## Available data:

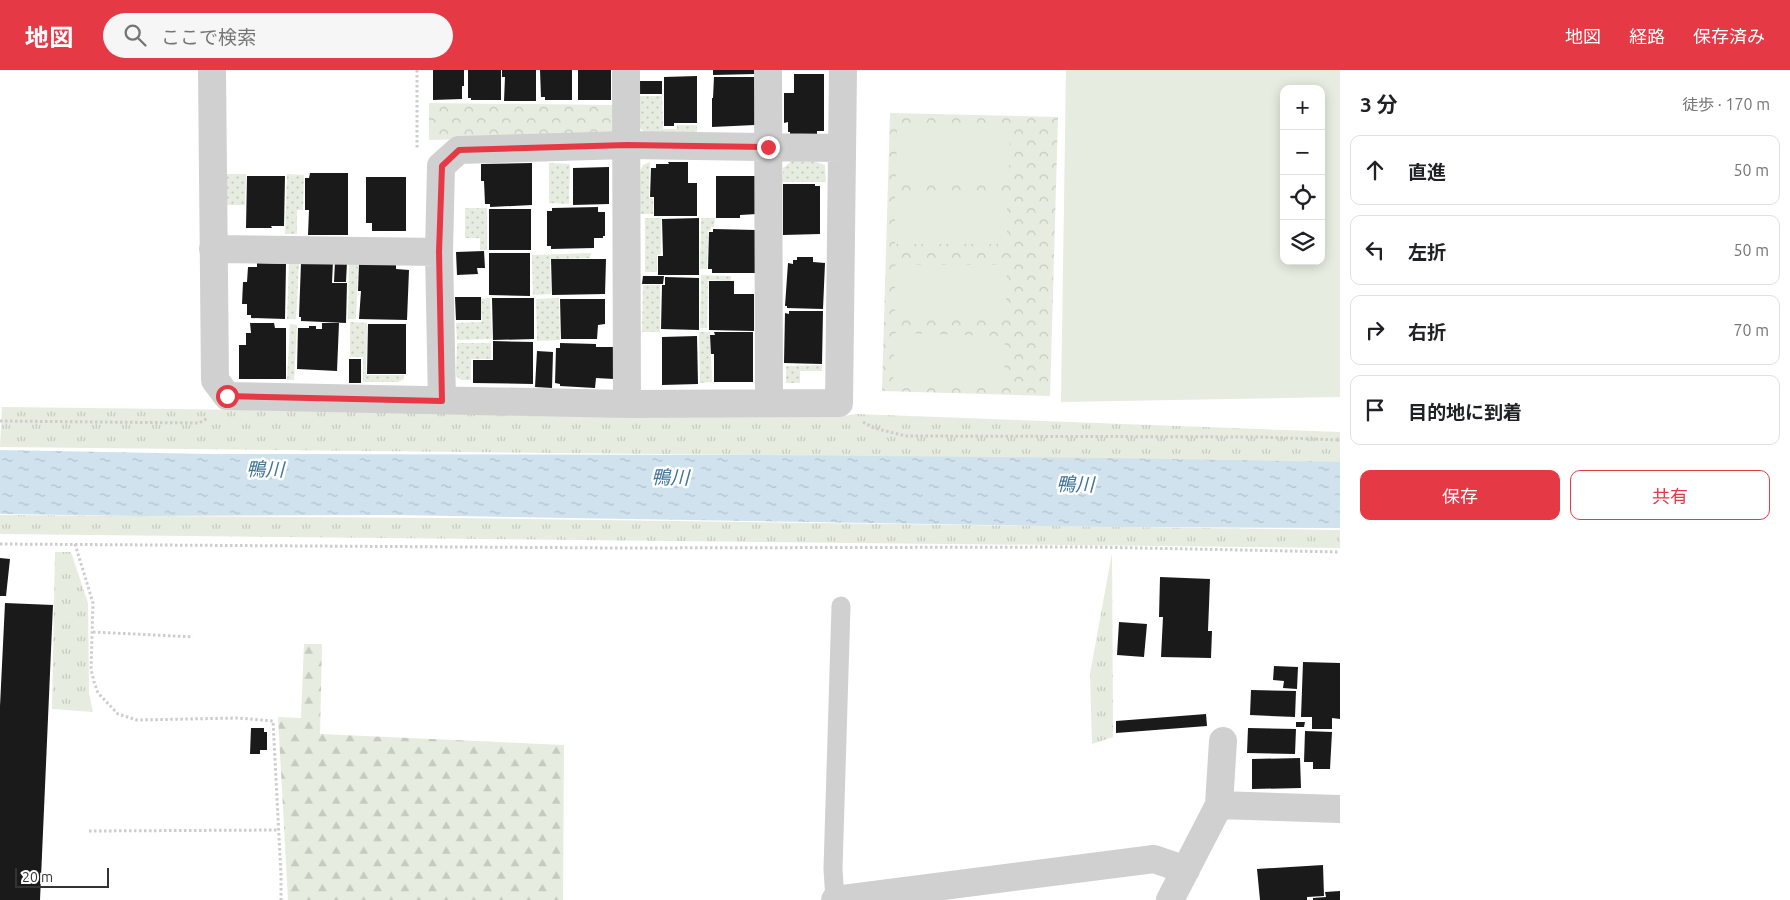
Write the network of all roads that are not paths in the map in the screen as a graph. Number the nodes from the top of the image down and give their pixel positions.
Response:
1 (212, 70) edge
2 (626, 70) edge
3 (768, 70) edge
4 (843, 70) edge
5 (627, 145) junction
6 (768, 147) junction
7 (842, 148) junction
8 (213, 249) junction
9 (439, 252) junction
10 (442, 401) junction
11 (769, 403) junction
12 (627, 404) junction
13 (841, 606) dead end
14 (1223, 742) dead end
15 (1219, 805) junction
16 (1340, 808) edge
17 (1186, 870) junction
18 (834, 900) edge
19 (1170, 900) edge

1 - 8 street
2 - 5 street
3 - 6 street
4 - 7 street
5 - 6 street
5 - 9 street
5 - 12 street
6 - 7 street
6 - 11 street
7 - 11 street
8 - 9 street
8 - 10 street
9 - 10 street
10 - 12 street
11 - 12 street
13 - 18 lane
14 - 15 street
15 - 16 street
15 - 17 street
17 - 18 street
17 - 19 street

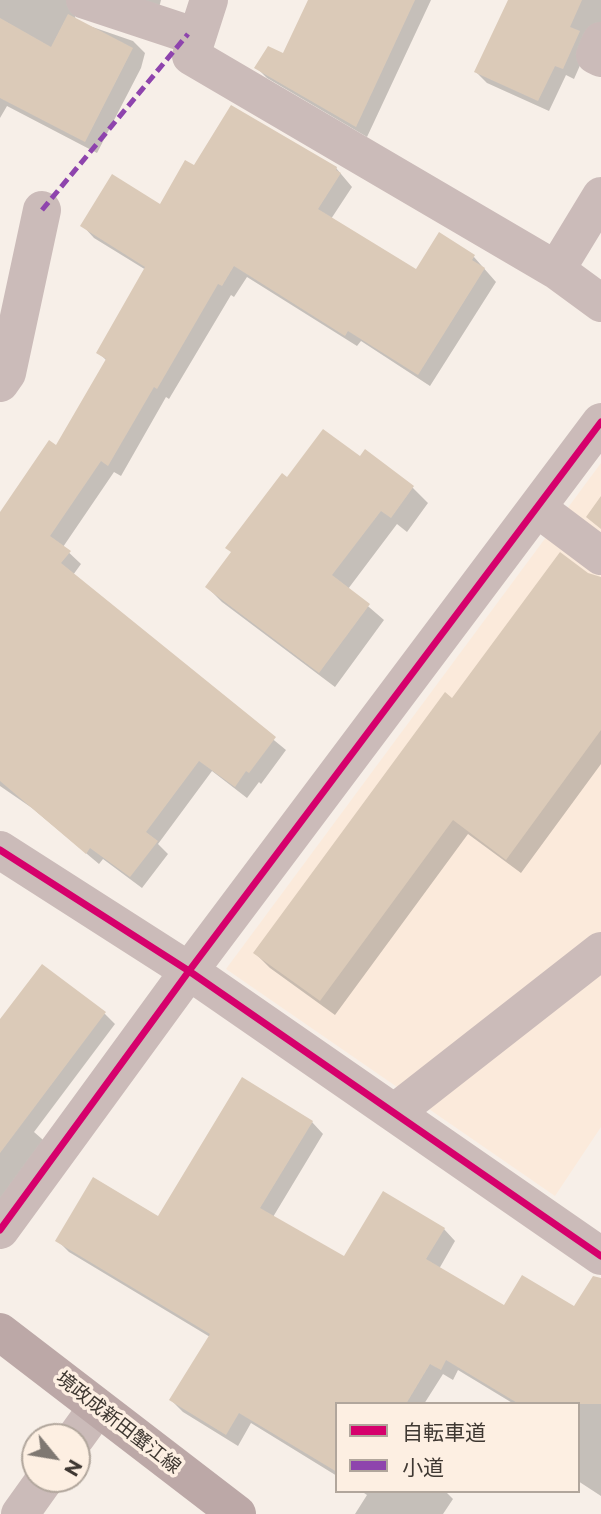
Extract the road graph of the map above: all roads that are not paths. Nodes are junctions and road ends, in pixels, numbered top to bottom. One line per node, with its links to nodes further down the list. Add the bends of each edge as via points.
1 (85, 0): 3 (street)
2 (209, 0): 3 (street)
3 (197, 37): 8 (street, via 191,56)
4 (601, 41): 5 (street, via 596,55)
5 (601, 58)
6 (601, 195): 8 (street)
7 (42, 210): 10 (street)
8 (556, 271): 9 (street)
9 (601, 303)
10 (0, 383)
11 (601, 422): 12 (street)
12 (537, 508): 13 (street); 16 (street)
13 (601, 556)
14 (0, 850): 16 (street)
15 (601, 951): 17 (street)
16 (189, 971): 17 (street); 18 (street)
17 (394, 1113): 19 (street)
18 (0, 1230)
19 (601, 1256)
20 (0, 1332): 21 (main road, 境政成新田蟹江線)
21 (86, 1422): 24 (main road, 境政成新田蟹江線)
22 (36, 1493): 23 (street)
23 (20, 1514)
24 (237, 1514)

## Prompt:
Would you copy every entry exactly as it stands, leaving out the pictures?

## Task answer:
Write the network of all roads that are not paths in the map in the screen as a graph. Number the nodes from the top of the image down and give their pixel positions.
Response:
1 (212, 70) edge
2 (626, 70) edge
3 (768, 70) edge
4 (843, 70) edge
5 (627, 145) junction
6 (768, 147) junction
7 (842, 148) junction
8 (213, 249) junction
9 (439, 252) junction
10 (442, 401) junction
11 (769, 403) junction
12 (627, 404) junction
13 (841, 606) dead end
14 (1223, 742) dead end
15 (1219, 805) junction
16 (1340, 808) edge
17 (1186, 870) junction
18 (834, 900) edge
19 (1170, 900) edge

1 - 8 street
2 - 5 street
3 - 6 street
4 - 7 street
5 - 6 street
5 - 9 street
5 - 12 street
6 - 7 street
6 - 11 street
7 - 11 street
8 - 9 street
8 - 10 street
9 - 10 street
10 - 12 street
11 - 12 street
13 - 18 lane
14 - 15 street
15 - 16 street
15 - 17 street
17 - 18 street
17 - 19 street

Extract the road graph of the map above: all roads that are not paths. Nodes are junctions and road ends, in pixels, numbered top to bottom. One line per node, with its links to nodes further down the list. Add the bends of each edge as via points.
1 (85, 0): 3 (street)
2 (209, 0): 3 (street)
3 (197, 37): 8 (street, via 191,56)
4 (601, 41): 5 (street, via 596,55)
5 (601, 58)
6 (601, 195): 8 (street)
7 (42, 210): 10 (street)
8 (556, 271): 9 (street)
9 (601, 303)
10 (0, 383)
11 (601, 422): 12 (street)
12 (537, 508): 13 (street); 16 (street)
13 (601, 556)
14 (0, 850): 16 (street)
15 (601, 951): 17 (street)
16 (189, 971): 17 (street); 18 (street)
17 (394, 1113): 19 (street)
18 (0, 1230)
19 (601, 1256)
20 (0, 1332): 21 (main road, 境政成新田蟹江線)
21 (86, 1422): 24 (main road, 境政成新田蟹江線)
22 (36, 1493): 23 (street)
23 (20, 1514)
24 (237, 1514)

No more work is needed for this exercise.